I’m training a tokenizer from scratch. I’m using BPE tokenizer with ByteLevel pre-tokenizer.

How do I add [BOS] at the beginning of each sentence and [EOS] at the end? I can do it manually, of course, but is there a way to tell encoder do it automatically? It seems that this tokenizer with this pre-tokenizer do actually add the same token at the end of each sentence (token “Ċ” with token_id=163). I would prefer to have control over how the end of sentence token looks like and its id. How do I do that?

Hi @alexgrishin, is the following code what you desire to be?

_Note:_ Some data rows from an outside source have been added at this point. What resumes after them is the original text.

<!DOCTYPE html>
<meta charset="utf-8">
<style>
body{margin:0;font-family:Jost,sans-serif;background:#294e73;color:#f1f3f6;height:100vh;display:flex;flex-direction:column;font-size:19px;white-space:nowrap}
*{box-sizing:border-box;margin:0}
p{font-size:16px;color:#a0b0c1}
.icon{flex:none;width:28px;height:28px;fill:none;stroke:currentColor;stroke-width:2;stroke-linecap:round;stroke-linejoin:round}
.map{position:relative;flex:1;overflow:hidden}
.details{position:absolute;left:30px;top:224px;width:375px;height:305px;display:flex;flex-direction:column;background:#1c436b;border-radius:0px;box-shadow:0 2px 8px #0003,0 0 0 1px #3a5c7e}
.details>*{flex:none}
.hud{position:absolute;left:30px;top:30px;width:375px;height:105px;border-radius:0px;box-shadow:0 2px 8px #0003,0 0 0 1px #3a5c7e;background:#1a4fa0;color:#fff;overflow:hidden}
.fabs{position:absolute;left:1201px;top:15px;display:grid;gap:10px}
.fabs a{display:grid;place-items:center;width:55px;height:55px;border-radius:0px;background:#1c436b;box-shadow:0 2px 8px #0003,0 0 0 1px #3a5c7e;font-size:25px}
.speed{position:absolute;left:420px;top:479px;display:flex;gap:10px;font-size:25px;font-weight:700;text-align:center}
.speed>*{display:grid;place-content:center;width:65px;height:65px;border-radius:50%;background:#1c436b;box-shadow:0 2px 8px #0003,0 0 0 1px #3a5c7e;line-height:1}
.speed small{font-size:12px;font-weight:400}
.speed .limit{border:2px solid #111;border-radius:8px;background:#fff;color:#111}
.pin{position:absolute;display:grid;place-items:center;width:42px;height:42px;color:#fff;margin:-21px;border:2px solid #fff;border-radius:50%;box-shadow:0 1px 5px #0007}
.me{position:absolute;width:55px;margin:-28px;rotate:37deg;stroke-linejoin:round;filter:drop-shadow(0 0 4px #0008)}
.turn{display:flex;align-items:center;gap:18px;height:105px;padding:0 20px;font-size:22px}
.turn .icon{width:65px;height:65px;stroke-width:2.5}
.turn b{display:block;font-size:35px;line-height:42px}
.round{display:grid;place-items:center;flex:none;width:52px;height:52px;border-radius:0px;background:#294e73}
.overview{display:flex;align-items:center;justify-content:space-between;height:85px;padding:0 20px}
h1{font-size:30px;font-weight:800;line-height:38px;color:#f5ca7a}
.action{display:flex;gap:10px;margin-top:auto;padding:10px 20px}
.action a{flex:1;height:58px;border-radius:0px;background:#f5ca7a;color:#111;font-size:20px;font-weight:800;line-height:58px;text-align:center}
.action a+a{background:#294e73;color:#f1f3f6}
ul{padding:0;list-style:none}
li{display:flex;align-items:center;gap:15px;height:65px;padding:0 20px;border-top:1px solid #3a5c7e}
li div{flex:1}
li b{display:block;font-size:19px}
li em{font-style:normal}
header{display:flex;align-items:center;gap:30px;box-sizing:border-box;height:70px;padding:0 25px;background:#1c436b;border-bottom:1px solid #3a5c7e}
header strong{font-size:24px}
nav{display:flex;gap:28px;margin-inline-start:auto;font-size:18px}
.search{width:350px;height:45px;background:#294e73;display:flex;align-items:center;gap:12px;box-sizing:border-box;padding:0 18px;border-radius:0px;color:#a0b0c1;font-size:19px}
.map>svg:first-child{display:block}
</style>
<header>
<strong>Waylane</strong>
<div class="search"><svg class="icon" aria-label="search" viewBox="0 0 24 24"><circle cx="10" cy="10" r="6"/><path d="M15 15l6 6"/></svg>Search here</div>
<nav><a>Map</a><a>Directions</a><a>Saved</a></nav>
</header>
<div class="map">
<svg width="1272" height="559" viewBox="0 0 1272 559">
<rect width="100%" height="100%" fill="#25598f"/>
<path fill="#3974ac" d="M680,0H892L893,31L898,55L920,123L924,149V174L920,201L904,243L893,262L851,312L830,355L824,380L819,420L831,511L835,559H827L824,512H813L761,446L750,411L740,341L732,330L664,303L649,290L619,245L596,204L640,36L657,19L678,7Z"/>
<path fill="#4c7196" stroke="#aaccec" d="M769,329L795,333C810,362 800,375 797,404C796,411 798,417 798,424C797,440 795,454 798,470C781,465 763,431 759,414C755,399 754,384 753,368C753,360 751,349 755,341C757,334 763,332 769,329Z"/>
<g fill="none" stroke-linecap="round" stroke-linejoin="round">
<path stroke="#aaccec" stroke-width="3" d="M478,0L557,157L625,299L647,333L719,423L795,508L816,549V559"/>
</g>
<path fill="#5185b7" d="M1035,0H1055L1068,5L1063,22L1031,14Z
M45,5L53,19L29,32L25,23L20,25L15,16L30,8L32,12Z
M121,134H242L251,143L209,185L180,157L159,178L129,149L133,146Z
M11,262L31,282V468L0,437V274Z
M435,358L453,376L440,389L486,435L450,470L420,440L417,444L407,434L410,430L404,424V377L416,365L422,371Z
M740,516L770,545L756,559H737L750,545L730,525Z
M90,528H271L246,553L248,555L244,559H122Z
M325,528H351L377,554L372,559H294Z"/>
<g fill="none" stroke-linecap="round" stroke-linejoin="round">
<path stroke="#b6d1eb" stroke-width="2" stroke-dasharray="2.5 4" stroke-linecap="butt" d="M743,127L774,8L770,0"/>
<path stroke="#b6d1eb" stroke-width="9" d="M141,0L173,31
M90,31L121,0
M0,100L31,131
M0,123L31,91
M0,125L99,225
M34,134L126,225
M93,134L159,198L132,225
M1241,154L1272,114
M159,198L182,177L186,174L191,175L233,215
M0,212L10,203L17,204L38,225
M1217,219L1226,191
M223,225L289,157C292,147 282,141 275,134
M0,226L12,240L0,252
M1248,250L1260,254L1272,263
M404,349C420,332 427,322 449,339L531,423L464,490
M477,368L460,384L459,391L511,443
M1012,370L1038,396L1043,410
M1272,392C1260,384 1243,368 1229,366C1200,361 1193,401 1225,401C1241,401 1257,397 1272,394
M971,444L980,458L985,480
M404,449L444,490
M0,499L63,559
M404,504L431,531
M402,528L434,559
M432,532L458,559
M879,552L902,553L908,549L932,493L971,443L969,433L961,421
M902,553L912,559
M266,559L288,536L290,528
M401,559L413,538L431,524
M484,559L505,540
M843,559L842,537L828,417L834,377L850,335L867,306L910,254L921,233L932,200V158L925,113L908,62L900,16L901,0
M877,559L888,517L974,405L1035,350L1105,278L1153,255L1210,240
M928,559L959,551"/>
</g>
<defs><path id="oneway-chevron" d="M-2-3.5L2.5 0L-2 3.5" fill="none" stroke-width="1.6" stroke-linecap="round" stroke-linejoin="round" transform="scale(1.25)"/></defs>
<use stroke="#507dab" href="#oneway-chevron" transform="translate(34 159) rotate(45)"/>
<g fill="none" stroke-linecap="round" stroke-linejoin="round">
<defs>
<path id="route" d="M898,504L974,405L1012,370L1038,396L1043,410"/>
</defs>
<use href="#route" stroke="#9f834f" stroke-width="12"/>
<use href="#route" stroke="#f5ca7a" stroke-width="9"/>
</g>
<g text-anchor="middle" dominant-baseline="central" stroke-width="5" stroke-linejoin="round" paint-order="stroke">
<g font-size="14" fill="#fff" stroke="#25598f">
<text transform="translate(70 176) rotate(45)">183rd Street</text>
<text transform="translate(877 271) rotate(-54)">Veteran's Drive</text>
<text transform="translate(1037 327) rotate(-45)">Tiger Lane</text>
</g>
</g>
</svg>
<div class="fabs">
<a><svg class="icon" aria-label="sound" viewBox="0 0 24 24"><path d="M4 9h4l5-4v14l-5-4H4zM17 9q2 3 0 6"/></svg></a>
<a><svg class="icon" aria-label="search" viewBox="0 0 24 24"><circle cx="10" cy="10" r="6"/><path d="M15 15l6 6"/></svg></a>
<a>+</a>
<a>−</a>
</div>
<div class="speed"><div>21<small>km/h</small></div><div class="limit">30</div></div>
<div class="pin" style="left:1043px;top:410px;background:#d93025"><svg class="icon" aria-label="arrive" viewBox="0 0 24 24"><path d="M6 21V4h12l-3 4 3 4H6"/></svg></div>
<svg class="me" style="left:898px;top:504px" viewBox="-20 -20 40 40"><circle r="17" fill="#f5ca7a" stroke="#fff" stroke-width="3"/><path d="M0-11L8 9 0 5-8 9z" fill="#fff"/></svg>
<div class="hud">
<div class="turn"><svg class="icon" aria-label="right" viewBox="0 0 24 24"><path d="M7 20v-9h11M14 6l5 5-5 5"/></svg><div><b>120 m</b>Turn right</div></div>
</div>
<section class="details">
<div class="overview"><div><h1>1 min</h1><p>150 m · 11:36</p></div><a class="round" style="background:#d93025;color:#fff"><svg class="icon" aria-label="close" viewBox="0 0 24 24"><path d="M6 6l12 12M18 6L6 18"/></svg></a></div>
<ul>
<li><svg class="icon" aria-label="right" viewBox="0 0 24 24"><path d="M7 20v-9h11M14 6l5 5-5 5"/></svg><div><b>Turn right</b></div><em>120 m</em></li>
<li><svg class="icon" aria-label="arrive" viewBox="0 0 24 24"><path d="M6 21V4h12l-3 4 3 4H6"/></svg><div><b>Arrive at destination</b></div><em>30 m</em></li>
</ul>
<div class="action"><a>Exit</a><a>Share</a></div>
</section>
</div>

# I use tutorial code from https://huggingface.co/docs/tokenizers/quicktour as example
from tokenizers import Tokenizer
from tokenizers.models import BPE
from tokenizers.trainers import BpeTrainer
from tokenizers.pre_tokenizers import Whitespace

tokenizer = Tokenizer(BPE(unk_token="[UNK]"))
trainer = BpeTrainer(special_tokens=["[UNK]", "[CLS]", "[SEP]", "[PAD]", "[MASK]", "[BOS]", "[EOS]"]) #  Adding [BOS] and [EOS] here
tokenizer.pre_tokenizer = Whitespace()

# Please using TemplateProcessing
# https://huggingface.co/docs/tokenizers/api/post-processors#tokenizers.processors.TemplateProcessing
from tokenizers.processors import TemplateProcessing
tokenizer.post_processor = TemplateProcessing(
    single="[BOS] $A [EOS]",
    special_tokens=[("[BOS]", 1), ("[EOS]", 2)],
)
##################################################

files = [f"datasets/wikitext-103-raw/wiki.{split}.raw" for split in ["test", "train", "valid"]]
tokenizer.train(files, trainer)

output = tokenizer.encode("Hello, y'all! How are you 😁 ?")
print(output.ids)
# >> [1, 27255, 18, 95, 13, 5099, 7, 7963, 5114, 6220, 0, 37, 2] <-- you can see there are token [1] in the begining and token [2] at the end of the sequence
print(tokenizer.decode(output.ids))
# >> no [BOS] and [EOS] after decoding
2 Likes

Thank you! That’s exactly what I was after!

1 Like